Frank Charlton Jonas

Frank Jonas was a Rigaudite, joining the house in 1895 and leaving in 1898. After leaving the school he travelled to Copenhagen to study brewing and went on to become a manager of a branch brewery of Messrs. Miskin and Co. in India. In 1908 he married Maria, the only daughter of John Fell Swallow, of Mosborough Hall, Derbyshire. On the outbreak of war, he returned to England and joined the Cambridge University Officer Training Corps. He took a commission as a 2nd Lieutenant in the 2nd Battalion of the 1st Cambridgshire Regiment in October 1914. He went out to the Western Front in November 1916.

A Death Plaque to Frank Charlton Jonas, sold at auction in 2014

In July 1917 Jonas was commanding C company, whose soldiers were drawn from the Cambridgeshire towns of Whittlesey and Wisbech. They were in the second line of the advance that day and pushed past St Julien occupying captured bunkers – Jonas was sent with two platoons to occupy the bunker known as Border House and hold at all costs. They killed or captured the defenders and held it against successive counter attacks until ordered to withdraw. The party that remained at the end of the day was led by a Lewis gunner by the name of Private Muffett who declined to withdraw until he received written orders because those were the only conditions Jonas said that the position should be relinquished. Muffett had held the position by replenishing the drums for his Lewis gun from the contents of a knocked out Tank.

During the offensive, heavy rains and shelling destroyed the drainage system in the Ypres Salient, creating a swamp-like terrain. This meant that over 125,000 casualties, including Captain Jonas, were never found.

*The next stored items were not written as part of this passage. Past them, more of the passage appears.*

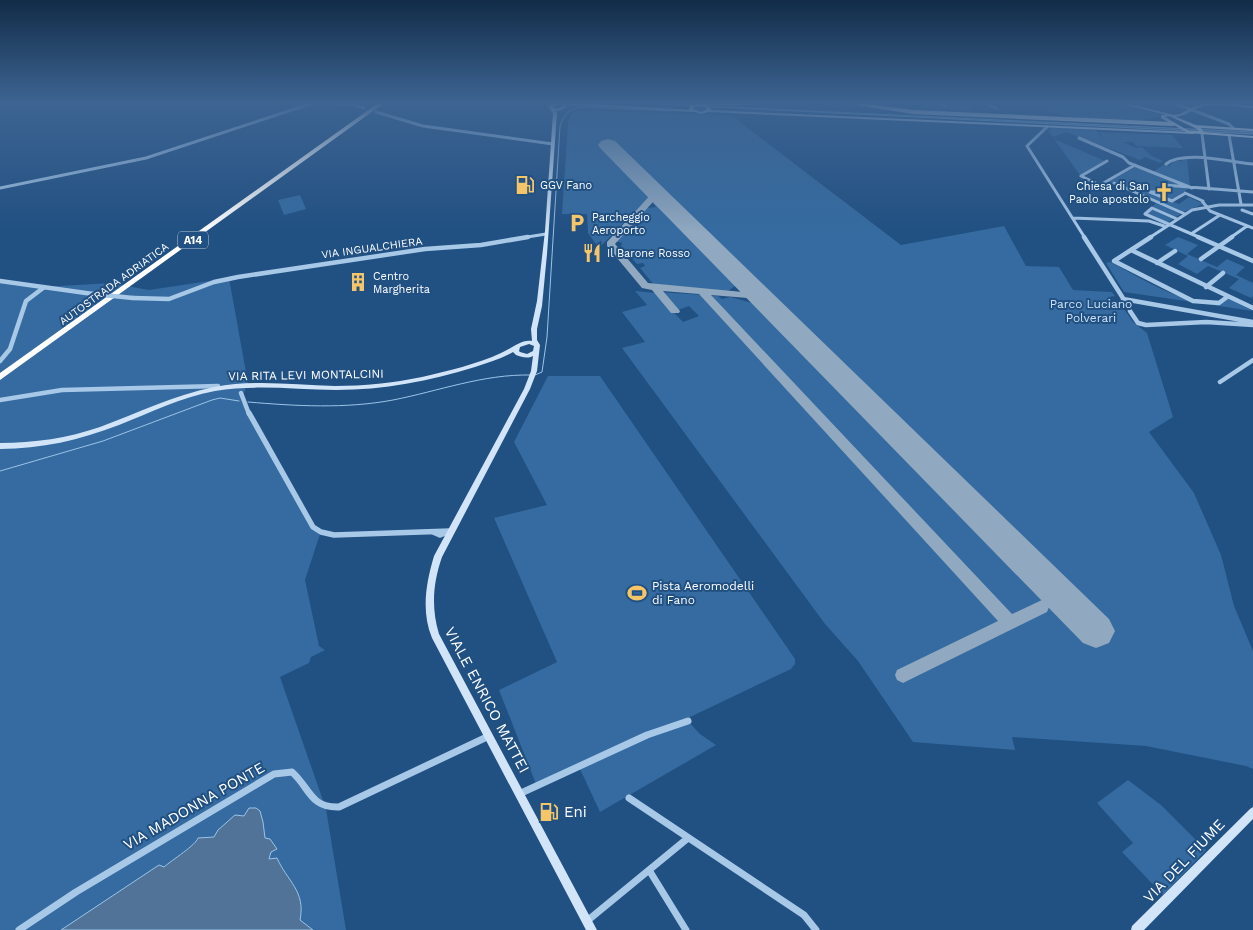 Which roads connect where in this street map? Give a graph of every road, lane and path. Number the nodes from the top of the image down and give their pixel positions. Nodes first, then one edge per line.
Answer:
1 (187, 144) edge
2 (318, 144) edge
3 (324, 144) edge
4 (553, 144) edge
5 (1027, 144) edge
6 (1094, 144) edge
7 (1202, 144) edge
8 (1231, 144) edge
9 (1204, 159) junction
10 (1107, 161) dead end
11 (1235, 162) junction
12 (1166, 164) dead end
13 (1253, 164) edge
14 (1135, 165) junction
15 (1114, 183) dead end
16 (1164, 185) dead end
17 (0, 188) edge
18 (1192, 188) junction
19 (1209, 189) junction
20 (1240, 191) junction
21 (1253, 192) edge
22 (1155, 194) dead end
23 (1184, 194) junction
24 (1166, 199) junction
25 (1202, 201) junction
26 (1160, 203) junction
27 (1241, 204) dead end
28 (1207, 206) junction
29 (1214, 206) junction
30 (1253, 206) edge
31 (1195, 209) junction
32 (1242, 210) dead end
33 (1212, 211) junction
34 (1185, 214) junction
35 (1253, 214) edge
36 (1220, 215) junction
37 (1073, 218) junction
38 (1177, 219) junction
39 (1167, 226) junction
40 (1247, 226) junction
41 (1253, 228) edge
42 (1192, 234) junction
43 (546, 237) junction
44 (1219, 246) junction
45 (1130, 250) junction
46 (1175, 251) dead end
47 (1253, 256) edge
48 (1202, 259) dead end
49 (1251, 260) edge
50 (1157, 263) junction
51 (1223, 273) dead end
52 (0, 281) edge
53 (1206, 287) junction
54 (43, 288) junction
55 (1227, 297) junction
56 (1123, 299) junction
57 (1253, 308) edge
58 (1253, 324) edge
59 (533, 333) junction
60 (525, 342) junction
61 (516, 348) junction
62 (536, 349) junction
63 (521, 356) junction
64 (498, 357) junction
65 (1253, 360) edge
66 (0, 361) edge
67 (534, 371) junction
68 (0, 372) edge
69 (0, 377) edge
70 (1220, 382) dead end
71 (246, 383) dead end
72 (242, 393) dead end
73 (0, 400) edge
74 (0, 446) edge
75 (444, 534) junction
76 (688, 721) dead end
77 (489, 736) junction
78 (519, 794) junction
79 (629, 798) dead end
80 (1253, 812) edge
81 (688, 838) junction
82 (649, 870) junction
83 (590, 926) edge
84 (18, 930) edge
85 (686, 930) edge
86 (816, 930) edge
87 (1136, 930) edge

1 - 17 street
2 - 68 highway, AUTOSTRADA ADRIATICA / A14
3 - 69 highway, AUTOSTRADA ADRIATICA / A14
4 - 43 main road
5 - 37 street
6 - 14 street
7 - 9 street
8 - 11 street
9 - 11 street
9 - 12 street
9 - 19 street
10 - 14 street
11 - 13 street
11 - 20 street
14 - 18 street
15 - 26 street
16 - 18 street
18 - 19 street
18 - 23 street
19 - 20 street
20 - 21 street
20 - 27 street
22 - 24 street
23 - 24 street
23 - 25 street
24 - 26 street
25 - 28 street
25 - 29 street
26 - 34 street
28 - 29 street
28 - 31 street
28 - 33 street
29 - 30 street
31 - 33 street
31 - 34 street
32 - 35 street
33 - 36 street
34 - 38 street
36 - 40 street
36 - 42 street
37 - 39 street
37 - 56 street
38 - 39 street
38 - 39 street
39 - 42 street
39 - 45 street
40 - 41 street
40 - 44 street
42 - 44 street
43 - 54 street, VIA INGUALCHIERA, bridge
43 - 59 main road
44 - 48 street
44 - 49 street
45 - 50 street
45 - 55 street
46 - 50 street
47 - 49 street
50 - 53 street
51 - 53 street
52 - 54 street, VIA INGUALCHIERA
53 - 55 street
54 - 66 street
55 - 57 street
56 - 58 street
56 - 58 street
59 - 60 main road
59 - 62 main road, VIALE ENRICO MATTEI
60 - 61 main road, VIA RITA LEVI MONTALCINI
60 - 62 main road
61 - 63 main road
61 - 64 main road, VIA RITA LEVI MONTALCINI
62 - 63 main road, VIA RITA LEVI MONTALCINI
62 - 67 main road, VIALE ENRICO MATTEI
63 - 64 main road, VIA RITA LEVI MONTALCINI
63 - 67 main road
64 - 74 main road, VIA RITA LEVI MONTALCINI
65 - 70 street
67 - 75 main road, VIALE ENRICO MATTEI
71 - 73 street
72 - 75 street
75 - 77 main road, VIALE ENRICO MATTEI
76 - 78 street
77 - 78 main road, VIALE ENRICO MATTEI
77 - 84 street, VIA MADONNA PONTE
78 - 83 main road, VIALE ENRICO MATTEI
79 - 81 street
80 - 87 main road, VIA DEL FIUME
81 - 82 street
81 - 86 street
82 - 83 street
82 - 85 street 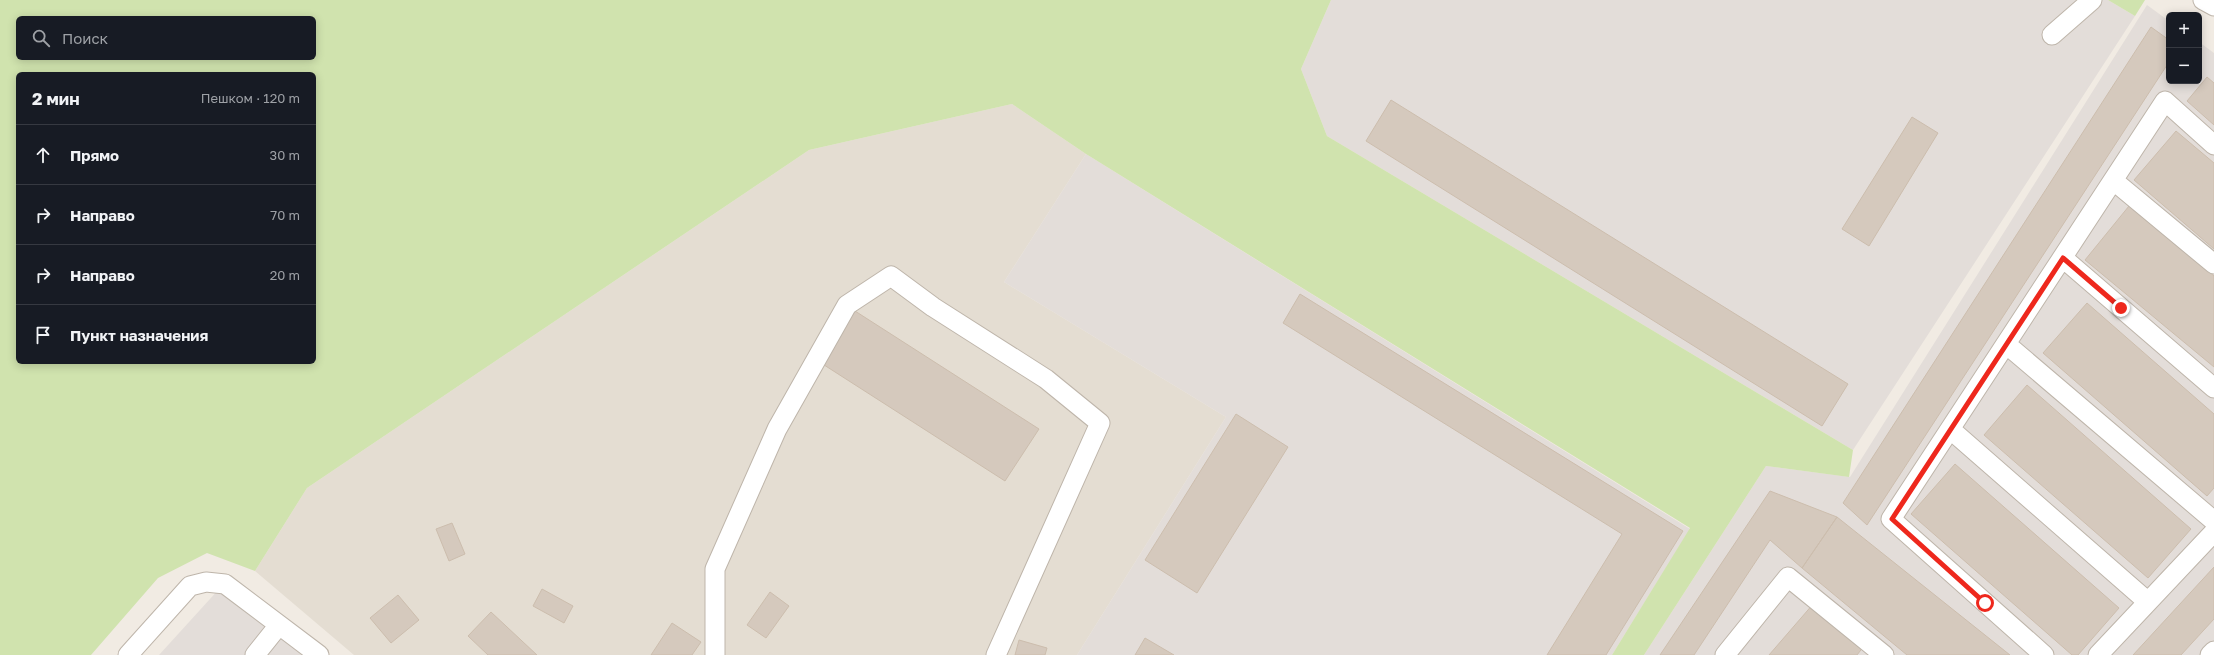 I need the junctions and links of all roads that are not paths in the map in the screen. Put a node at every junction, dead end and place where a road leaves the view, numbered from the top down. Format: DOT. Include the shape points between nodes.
graph roads {
  1 [pos="2092,0"];
  2 [pos="2203,0"];
  3 [pos="2214,6"];
  4 [pos="2052,35"];
  5 [pos="2214,145"];
  6 [pos="2114,181"];
  7 [pos="2063,258"];
  8 [pos="2214,264"];
  9 [pos="2006,344"];
  10 [pos="2214,388"];
  11 [pos="1950,429"];
  12 [pos="2214,521"];
  13 [pos="2214,532"];
  14 [pos="2148,602"];
  15 [pos="280,625"];
  16 [pos="2214,651"];
  17 [pos="128,655"];
  18 [pos="255,655"];
  19 [pos="318,655"];
  20 [pos="716,655"];
  21 [pos="996,655"];
  22 [pos="1725,655"];
  23 [pos="1884,655"];
  24 [pos="2044,655"];
  25 [pos="2098,655"];
  26 [pos="2210,655"];
  1 -- 4 [label="lane"];
  2 -- 3 [label="lane"];
  5 -- 6 [label="lane" via="2165,101"];
  6 -- 7 [label="lane"];
  6 -- 8 [label="lane"];
  7 -- 9 [label="lane"];
  7 -- 10 [label="lane"];
  9 -- 11 [label="lane"];
  9 -- 12 [label="lane"];
  11 -- 14 [label="lane"];
  11 -- 24 [label="lane" via="1892,519"];
  13 -- 14 [label="lane"];
  14 -- 25 [label="lane"];
  15 -- 17 [label="lane" via="225,584 206,582 190,586"];
  15 -- 18 [label="lane"];
  15 -- 19 [label="lane"];
  16 -- 26 [label="lane"];
  20 -- 21 [label="lane" via="715,570 776,429 847,305 891,276 933,307 1046,379 1100,423"];
  22 -- 23 [label="lane" via="1788,577"];
} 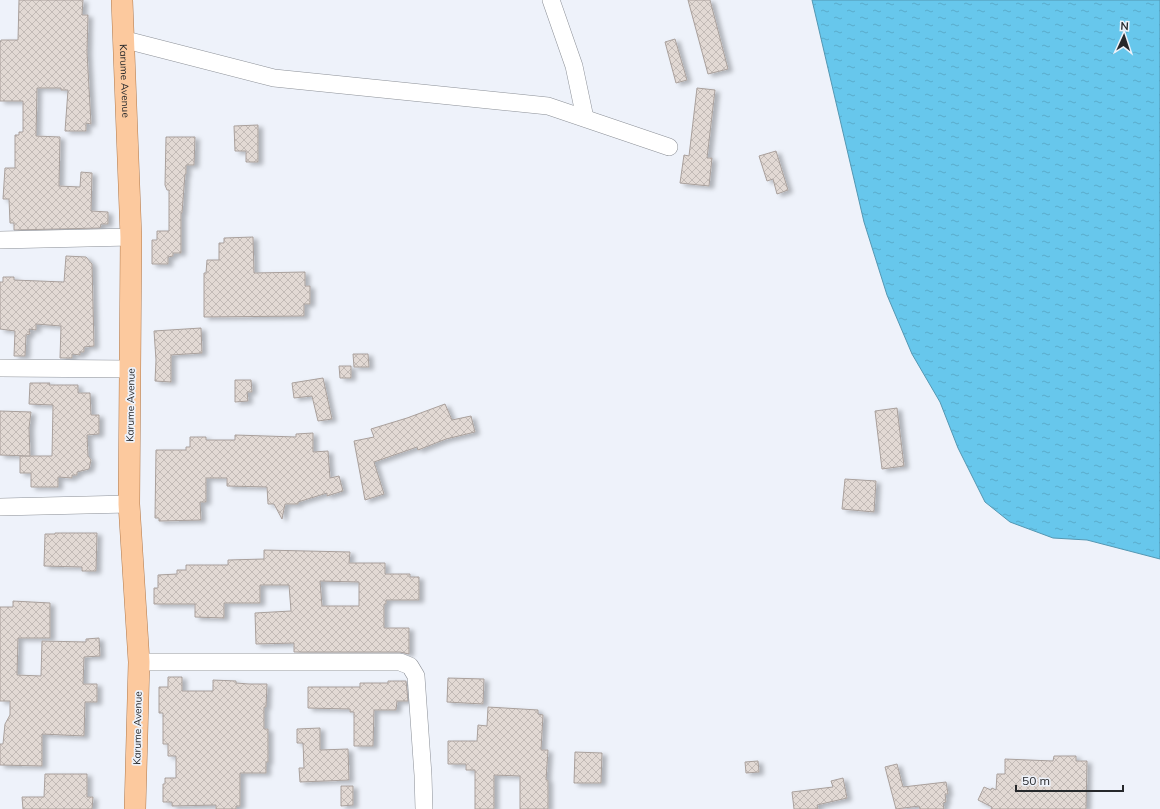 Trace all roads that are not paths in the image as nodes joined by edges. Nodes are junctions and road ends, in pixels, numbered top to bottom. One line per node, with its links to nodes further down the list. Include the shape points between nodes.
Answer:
1 (122, 0): 3 (main road, Karume Avenue)
2 (551, 0): 4 (street, via 574,66)
3 (122, 39): 4 (street, via 274,78 548,106); 6 (main road, Karume Avenue)
4 (585, 118): 5 (street)
5 (669, 147)
6 (131, 237): 7 (street); 9 (main road, Karume Avenue)
7 (0, 240)
8 (0, 368): 9 (street)
9 (131, 369): 10 (main road, Karume Avenue)
10 (129, 504): 11 (street); 12 (main road, Karume Avenue)
11 (0, 508)
12 (139, 662): 13 (main road, Karume Avenue); 14 (street, via 400,662 410,666 416,676 424,775)
13 (135, 809)
14 (424, 809) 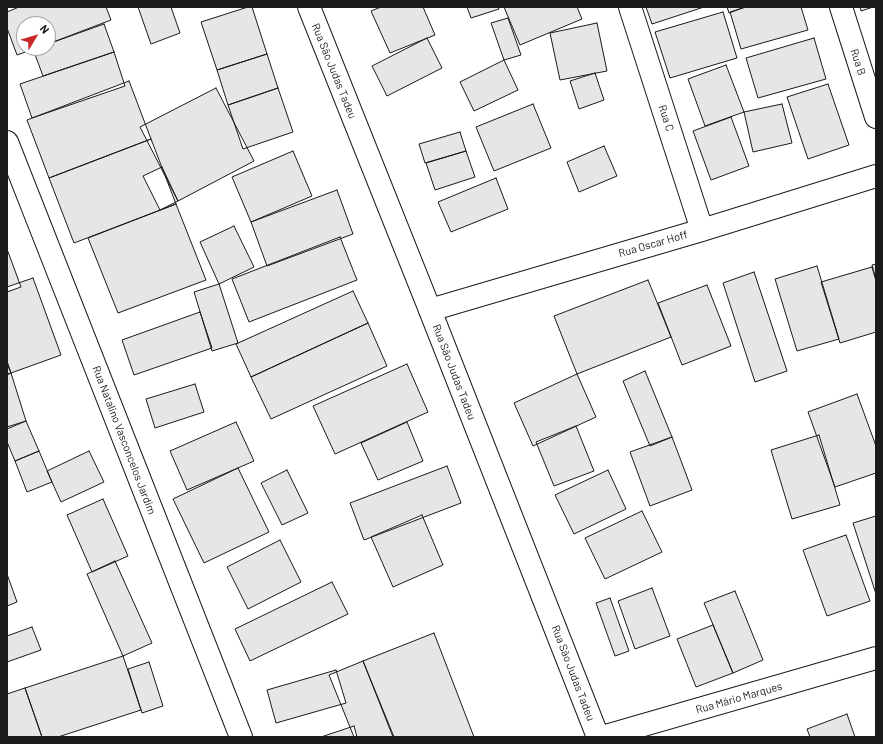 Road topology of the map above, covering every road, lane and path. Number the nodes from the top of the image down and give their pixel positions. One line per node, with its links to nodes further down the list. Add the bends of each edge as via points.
1 (309, 7): 8 (street, Rua São Judas Tadeu)
2 (630, 7): 7 (street, Rua C)
3 (841, 7): 4 (street, Rua B)
4 (876, 117)
5 (7, 142): 10 (street, Rua Natalino Vasconcelos Jardim)
6 (876, 176): 7 (street, Rua Oscar Hoff)
7 (702, 230): 8 (street, Rua Oscar Hoff)
8 (430, 310): 11 (street, Rua São Judas Tadeu)
9 (876, 658): 12 (street, Rua Mário Marques)
10 (241, 737)
11 (598, 737)
12 (602, 737)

Jonas has two memorials in Duxford, the village where he lived with his wife in the old rectory and where his parents, George and Jane Jonas, owned a farm. The Duxford village memorial Celtic cross was unveiled in 1920 and can be found on the village green. The names on this memorial are ordered by rank and as Captain Jonas was the highest-ranking casualty from the village, he is listed at the top. There is also a plaque within Duxford Church. He has also been commemorated in Ely Cathedral on one of 16 painted oak panels in the Chapel of St George.